Ce mystère qui est l’attrait de tout

Un texte de Maurice Zundel (1897 – 1975).

« Dieu est Esprit, et il faut que ceux qui l’adorent, l’adorent en esprit et en vérité. » (Jean 4, 24 — dialogue avec la Samaritaine). Cette parole fonde pour jamais la religion de l’Esprit : le Royaume de Dieu est au-dedans de nous. Toute la grandeur de l’homme tient dans cet appel. Il est esprit puisqu’il est capable d’adorer en esprit celui qui n’est qu’Esprit. Il est Esprit, c’est-à-dire qu’il peut s’affranchir de toute limite temporelle et spatiale. Non pas toutefois en méprisant la durée mobile et l’étendue divisible où son être physique est engagé, mais en faisant, du déploiement quantitatif et temporel, l’expression, le symbole et comme le sacrement de l’Esprit.

Tout le mystère de l’Art est là : extase de la matière dans l’ivresse de l’au-delà qui aimante son flux, en laissant sur ses ondulations, planer l’esprit.

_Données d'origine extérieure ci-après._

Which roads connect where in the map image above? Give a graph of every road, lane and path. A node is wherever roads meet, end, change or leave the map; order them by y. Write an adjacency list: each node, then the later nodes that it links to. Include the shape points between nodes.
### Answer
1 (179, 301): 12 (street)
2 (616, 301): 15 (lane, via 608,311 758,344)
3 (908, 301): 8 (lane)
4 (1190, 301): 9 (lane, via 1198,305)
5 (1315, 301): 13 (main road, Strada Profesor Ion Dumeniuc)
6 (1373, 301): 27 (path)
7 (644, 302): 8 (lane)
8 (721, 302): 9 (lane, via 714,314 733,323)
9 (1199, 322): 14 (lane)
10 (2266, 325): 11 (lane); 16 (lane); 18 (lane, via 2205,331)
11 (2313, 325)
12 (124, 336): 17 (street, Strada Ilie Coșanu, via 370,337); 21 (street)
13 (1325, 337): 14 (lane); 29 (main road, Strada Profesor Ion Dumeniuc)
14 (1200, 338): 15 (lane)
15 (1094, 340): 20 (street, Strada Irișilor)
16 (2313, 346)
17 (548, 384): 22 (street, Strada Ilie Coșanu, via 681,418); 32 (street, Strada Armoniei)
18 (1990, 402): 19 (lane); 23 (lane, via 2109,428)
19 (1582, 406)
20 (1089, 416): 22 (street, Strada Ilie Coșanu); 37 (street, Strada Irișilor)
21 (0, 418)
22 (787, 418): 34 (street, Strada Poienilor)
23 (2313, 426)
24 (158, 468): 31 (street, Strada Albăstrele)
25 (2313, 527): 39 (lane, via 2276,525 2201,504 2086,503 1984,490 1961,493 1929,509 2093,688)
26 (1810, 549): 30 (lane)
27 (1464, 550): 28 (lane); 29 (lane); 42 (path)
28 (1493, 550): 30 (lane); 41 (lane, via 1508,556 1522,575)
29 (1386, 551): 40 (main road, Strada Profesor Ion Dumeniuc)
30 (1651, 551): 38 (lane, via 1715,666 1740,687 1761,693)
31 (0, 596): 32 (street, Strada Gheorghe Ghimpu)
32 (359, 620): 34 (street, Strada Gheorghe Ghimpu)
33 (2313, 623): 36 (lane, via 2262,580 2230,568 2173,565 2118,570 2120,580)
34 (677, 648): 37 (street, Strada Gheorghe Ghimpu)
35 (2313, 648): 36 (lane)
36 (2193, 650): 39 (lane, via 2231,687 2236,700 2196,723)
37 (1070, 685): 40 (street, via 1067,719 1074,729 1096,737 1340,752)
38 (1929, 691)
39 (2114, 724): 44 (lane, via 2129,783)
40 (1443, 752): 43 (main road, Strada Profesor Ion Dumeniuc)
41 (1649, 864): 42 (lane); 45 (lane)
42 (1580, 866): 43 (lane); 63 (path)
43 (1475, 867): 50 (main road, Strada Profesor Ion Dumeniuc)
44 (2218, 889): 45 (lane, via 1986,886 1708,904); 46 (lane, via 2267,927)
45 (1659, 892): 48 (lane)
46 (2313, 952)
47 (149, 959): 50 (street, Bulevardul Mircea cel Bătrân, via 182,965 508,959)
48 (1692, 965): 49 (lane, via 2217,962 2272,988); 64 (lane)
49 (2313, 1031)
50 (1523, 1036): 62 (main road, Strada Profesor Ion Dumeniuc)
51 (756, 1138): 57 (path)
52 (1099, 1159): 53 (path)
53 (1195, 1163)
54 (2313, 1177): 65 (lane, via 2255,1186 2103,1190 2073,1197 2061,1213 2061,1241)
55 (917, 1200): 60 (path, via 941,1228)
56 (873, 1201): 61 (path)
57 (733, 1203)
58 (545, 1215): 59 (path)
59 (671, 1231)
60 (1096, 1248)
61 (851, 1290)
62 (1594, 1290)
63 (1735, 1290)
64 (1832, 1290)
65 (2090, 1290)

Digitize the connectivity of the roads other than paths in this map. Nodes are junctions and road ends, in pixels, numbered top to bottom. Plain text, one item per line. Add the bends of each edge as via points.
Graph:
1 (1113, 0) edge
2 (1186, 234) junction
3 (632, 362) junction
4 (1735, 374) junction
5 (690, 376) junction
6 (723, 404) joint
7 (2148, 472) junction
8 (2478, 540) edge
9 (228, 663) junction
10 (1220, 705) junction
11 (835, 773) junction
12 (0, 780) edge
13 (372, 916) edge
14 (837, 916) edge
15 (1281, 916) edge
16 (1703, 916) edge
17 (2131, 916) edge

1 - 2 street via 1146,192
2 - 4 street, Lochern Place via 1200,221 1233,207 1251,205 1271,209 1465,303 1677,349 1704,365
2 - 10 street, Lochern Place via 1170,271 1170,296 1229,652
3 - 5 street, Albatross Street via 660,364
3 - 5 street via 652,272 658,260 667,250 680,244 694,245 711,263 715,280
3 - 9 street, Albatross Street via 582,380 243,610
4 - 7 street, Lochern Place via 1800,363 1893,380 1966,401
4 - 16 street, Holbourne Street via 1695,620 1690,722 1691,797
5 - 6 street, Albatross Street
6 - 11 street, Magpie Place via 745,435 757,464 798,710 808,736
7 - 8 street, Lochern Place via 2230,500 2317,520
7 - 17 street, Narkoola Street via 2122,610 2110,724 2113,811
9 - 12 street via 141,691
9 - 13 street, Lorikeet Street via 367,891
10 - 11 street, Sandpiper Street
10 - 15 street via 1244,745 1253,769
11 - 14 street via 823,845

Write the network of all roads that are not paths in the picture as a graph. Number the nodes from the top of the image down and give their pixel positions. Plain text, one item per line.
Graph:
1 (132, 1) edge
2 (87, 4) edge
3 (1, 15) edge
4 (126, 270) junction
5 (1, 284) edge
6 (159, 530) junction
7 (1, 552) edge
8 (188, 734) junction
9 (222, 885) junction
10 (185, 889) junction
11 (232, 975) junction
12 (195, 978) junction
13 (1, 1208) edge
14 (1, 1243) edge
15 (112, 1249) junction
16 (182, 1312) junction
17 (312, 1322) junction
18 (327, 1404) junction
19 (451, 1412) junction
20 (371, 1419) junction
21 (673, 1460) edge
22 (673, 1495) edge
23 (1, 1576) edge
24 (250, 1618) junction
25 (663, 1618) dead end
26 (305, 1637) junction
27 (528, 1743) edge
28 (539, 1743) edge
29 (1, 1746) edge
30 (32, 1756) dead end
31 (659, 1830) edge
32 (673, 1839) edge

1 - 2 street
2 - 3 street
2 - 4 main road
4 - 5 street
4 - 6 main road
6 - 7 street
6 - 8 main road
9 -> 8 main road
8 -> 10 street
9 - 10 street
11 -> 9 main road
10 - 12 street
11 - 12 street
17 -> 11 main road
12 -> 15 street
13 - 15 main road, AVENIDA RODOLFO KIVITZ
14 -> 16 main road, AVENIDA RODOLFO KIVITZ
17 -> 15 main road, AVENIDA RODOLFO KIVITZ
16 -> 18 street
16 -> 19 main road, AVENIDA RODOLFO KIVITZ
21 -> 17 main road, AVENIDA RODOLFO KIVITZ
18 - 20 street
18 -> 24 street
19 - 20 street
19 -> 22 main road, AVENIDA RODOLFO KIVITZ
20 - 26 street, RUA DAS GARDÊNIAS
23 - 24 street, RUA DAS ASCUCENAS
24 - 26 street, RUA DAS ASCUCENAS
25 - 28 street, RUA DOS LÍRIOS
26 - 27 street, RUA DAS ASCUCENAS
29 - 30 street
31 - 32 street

Un tableau n’est pas un paquet de couleurs, mais une vision intérieure, un regard illuminé. Et nous ne donnons pas la main à nos amis pour prendre leur température, mais pour leur communiquer, autant que nous en sommes capables, le mystère de notre être en échange du mystère du leur. Ce n’est pas leur cœur de chair que nous voulons atteindre — ce ne serait qu’un muscle sanglant entre nos mains — mais ce cœur spirituel qui est le foyer immatériel de l’amour.

Il en est toujours ainsi, L’homme ne se contente pas d’empoigner la matière avec ses mains ; il veut aussi la saisir d’une étreinte sentimentale avec son cœur. La matière l’affole et le possède, si elle ne l’épure et le sanctifie. La vie n’est si difficile et si dangereuse — et si belle aussi et si sacrée — qu’à cause de ce mystère qui est l’attrait de tout. « L’Homme ne vit pas seulement de pain. » (Mt 4, 4 ; Lc 4, 4 — Tentation de Jésus au désert).

Le pain est nécessaire pour soutenir l’organisme, pour tendre les cordes de la lyre — mais la vie commence avec le chant.

Maurice Zundel


Article paru dans le n° 75 du Bulletin catholique international de novembre 1932. Reproduit dans le courrier de Genève du 7 novembre 1932.